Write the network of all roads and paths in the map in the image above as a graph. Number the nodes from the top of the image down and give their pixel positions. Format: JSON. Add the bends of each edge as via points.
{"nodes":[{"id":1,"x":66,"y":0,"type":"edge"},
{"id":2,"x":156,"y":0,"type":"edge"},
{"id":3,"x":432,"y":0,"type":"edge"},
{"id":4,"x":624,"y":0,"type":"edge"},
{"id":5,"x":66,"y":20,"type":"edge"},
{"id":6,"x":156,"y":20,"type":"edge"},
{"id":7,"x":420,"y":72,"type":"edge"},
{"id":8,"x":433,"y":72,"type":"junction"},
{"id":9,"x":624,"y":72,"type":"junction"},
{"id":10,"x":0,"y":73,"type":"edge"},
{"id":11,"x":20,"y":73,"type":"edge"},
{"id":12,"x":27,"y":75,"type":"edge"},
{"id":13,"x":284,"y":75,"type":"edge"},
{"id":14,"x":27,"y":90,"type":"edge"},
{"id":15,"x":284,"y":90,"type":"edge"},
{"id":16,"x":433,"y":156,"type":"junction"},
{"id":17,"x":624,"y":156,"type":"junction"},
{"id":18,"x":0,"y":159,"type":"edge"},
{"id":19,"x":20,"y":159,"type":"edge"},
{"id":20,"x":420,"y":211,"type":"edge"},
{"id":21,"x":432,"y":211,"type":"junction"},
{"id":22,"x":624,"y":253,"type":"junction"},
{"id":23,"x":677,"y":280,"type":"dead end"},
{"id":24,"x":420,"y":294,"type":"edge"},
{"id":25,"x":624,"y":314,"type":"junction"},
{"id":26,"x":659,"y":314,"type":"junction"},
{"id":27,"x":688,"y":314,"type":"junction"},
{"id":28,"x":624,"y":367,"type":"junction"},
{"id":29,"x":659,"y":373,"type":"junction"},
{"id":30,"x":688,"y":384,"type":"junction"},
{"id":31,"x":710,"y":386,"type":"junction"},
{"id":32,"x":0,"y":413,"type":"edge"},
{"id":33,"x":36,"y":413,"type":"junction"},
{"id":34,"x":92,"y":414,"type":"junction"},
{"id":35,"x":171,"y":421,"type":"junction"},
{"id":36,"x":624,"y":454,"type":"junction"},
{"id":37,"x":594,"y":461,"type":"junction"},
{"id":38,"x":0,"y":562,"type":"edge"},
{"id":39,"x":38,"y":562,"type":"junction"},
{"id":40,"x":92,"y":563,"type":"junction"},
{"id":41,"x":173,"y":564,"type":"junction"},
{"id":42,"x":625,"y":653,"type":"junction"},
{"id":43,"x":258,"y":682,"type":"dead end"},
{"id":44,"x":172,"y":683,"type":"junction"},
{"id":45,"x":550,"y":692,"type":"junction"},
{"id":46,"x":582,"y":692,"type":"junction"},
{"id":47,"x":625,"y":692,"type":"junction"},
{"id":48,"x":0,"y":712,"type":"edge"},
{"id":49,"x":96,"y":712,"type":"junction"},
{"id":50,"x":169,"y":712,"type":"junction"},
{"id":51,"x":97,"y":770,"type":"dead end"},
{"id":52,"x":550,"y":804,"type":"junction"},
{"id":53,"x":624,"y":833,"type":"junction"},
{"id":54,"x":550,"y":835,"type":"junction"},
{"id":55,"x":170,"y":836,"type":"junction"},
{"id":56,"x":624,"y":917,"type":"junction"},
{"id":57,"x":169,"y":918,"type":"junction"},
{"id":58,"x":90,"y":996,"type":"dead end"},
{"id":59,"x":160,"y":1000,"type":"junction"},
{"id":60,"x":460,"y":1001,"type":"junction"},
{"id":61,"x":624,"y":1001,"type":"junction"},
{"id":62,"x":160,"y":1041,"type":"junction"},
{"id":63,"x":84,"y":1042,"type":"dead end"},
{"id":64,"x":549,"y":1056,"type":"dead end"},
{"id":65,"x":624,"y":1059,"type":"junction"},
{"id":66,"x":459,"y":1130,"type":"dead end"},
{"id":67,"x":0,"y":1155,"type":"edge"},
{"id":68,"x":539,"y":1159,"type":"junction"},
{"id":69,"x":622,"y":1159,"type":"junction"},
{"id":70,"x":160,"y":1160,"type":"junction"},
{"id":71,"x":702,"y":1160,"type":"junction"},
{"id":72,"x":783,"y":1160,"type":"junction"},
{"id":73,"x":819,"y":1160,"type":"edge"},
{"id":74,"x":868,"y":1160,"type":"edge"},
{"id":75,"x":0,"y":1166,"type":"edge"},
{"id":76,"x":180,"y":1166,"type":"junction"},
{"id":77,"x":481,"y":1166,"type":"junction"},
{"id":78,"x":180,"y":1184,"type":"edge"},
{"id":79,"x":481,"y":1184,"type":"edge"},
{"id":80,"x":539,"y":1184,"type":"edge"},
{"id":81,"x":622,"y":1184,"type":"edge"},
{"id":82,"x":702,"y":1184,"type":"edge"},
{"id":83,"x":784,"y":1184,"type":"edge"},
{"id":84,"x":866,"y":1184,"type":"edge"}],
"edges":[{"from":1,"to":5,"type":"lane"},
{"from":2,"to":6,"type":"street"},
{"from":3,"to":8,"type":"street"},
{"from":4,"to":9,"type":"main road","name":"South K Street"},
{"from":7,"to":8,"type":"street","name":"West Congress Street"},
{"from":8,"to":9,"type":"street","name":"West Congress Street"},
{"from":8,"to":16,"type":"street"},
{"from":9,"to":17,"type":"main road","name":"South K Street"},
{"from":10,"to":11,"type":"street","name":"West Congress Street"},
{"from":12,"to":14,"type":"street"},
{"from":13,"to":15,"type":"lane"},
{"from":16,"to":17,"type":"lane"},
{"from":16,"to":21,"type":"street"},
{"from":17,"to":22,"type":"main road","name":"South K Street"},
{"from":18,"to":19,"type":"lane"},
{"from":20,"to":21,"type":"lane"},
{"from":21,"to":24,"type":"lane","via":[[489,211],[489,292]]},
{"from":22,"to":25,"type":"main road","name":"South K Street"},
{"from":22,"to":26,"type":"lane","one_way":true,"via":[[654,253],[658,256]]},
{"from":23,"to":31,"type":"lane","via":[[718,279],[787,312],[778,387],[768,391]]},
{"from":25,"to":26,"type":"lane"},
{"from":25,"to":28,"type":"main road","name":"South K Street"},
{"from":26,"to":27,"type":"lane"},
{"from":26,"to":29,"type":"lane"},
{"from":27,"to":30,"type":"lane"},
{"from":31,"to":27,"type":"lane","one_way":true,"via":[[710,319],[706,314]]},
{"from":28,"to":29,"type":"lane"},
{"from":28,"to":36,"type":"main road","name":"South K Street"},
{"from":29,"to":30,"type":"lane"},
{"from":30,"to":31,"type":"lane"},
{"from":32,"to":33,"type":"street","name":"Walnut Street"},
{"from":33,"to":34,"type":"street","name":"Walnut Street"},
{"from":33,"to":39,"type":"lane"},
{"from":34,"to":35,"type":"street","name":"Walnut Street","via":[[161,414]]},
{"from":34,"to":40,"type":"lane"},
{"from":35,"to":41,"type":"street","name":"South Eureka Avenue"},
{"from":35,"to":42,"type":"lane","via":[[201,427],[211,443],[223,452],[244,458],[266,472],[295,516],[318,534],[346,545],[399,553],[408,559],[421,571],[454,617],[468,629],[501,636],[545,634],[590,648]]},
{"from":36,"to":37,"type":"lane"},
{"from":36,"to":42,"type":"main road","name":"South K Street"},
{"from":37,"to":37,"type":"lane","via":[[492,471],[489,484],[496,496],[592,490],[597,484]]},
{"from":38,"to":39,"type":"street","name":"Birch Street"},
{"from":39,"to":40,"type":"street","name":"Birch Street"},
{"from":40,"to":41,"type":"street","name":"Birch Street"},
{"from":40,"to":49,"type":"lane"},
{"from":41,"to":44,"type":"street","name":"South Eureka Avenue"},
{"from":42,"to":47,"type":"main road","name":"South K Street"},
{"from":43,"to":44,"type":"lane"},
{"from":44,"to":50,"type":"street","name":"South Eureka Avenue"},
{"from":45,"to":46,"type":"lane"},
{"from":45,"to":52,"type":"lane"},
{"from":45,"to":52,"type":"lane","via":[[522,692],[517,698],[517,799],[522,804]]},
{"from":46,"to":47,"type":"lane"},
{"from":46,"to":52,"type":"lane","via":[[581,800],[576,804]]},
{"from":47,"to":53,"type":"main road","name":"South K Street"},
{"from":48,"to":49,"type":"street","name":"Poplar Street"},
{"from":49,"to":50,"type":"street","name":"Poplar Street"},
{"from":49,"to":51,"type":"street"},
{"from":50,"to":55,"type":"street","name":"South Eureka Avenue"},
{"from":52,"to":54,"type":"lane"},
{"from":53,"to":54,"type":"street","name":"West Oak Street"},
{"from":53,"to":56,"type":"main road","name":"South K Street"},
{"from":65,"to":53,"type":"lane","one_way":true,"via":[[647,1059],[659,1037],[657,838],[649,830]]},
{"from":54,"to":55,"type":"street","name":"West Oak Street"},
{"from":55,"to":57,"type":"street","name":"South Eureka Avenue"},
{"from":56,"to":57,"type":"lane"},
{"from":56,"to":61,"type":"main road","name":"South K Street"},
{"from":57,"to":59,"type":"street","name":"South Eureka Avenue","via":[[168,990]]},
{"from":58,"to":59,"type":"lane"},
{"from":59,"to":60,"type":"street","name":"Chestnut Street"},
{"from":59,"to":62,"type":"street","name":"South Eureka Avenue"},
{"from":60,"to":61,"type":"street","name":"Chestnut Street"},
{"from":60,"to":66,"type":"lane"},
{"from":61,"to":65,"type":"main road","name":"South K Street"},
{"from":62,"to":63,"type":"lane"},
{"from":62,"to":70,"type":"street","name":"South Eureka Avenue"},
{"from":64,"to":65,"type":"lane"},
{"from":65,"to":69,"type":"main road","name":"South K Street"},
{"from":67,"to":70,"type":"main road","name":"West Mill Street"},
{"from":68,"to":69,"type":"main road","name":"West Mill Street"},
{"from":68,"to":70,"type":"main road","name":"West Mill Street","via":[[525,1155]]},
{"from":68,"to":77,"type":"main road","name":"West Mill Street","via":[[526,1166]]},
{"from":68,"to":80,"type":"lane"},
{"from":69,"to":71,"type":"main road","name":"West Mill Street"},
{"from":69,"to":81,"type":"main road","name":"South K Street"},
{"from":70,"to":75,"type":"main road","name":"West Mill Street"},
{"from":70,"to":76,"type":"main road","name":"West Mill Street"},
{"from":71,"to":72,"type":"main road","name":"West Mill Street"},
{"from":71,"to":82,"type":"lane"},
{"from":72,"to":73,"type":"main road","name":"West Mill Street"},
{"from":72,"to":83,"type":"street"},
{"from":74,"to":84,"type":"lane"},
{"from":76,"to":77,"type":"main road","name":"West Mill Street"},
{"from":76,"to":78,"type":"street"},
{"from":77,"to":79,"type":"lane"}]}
------------------------------------------------------------
§ HOW TO COMPLETE THIS TASK
Please go through the entries and show every line with the word "true".

§ EXERCISE OUTPUT
{"from":22,"to":26,"type":"lane","one_way":true,"via":[[654,253],[658,256]]},
{"from":31,"to":27,"type":"lane","one_way":true,"via":[[710,319],[706,314]]},
{"from":65,"to":53,"type":"lane","one_way":true,"via":[[647,1059],[659,1037],[657,838],[649,830]]},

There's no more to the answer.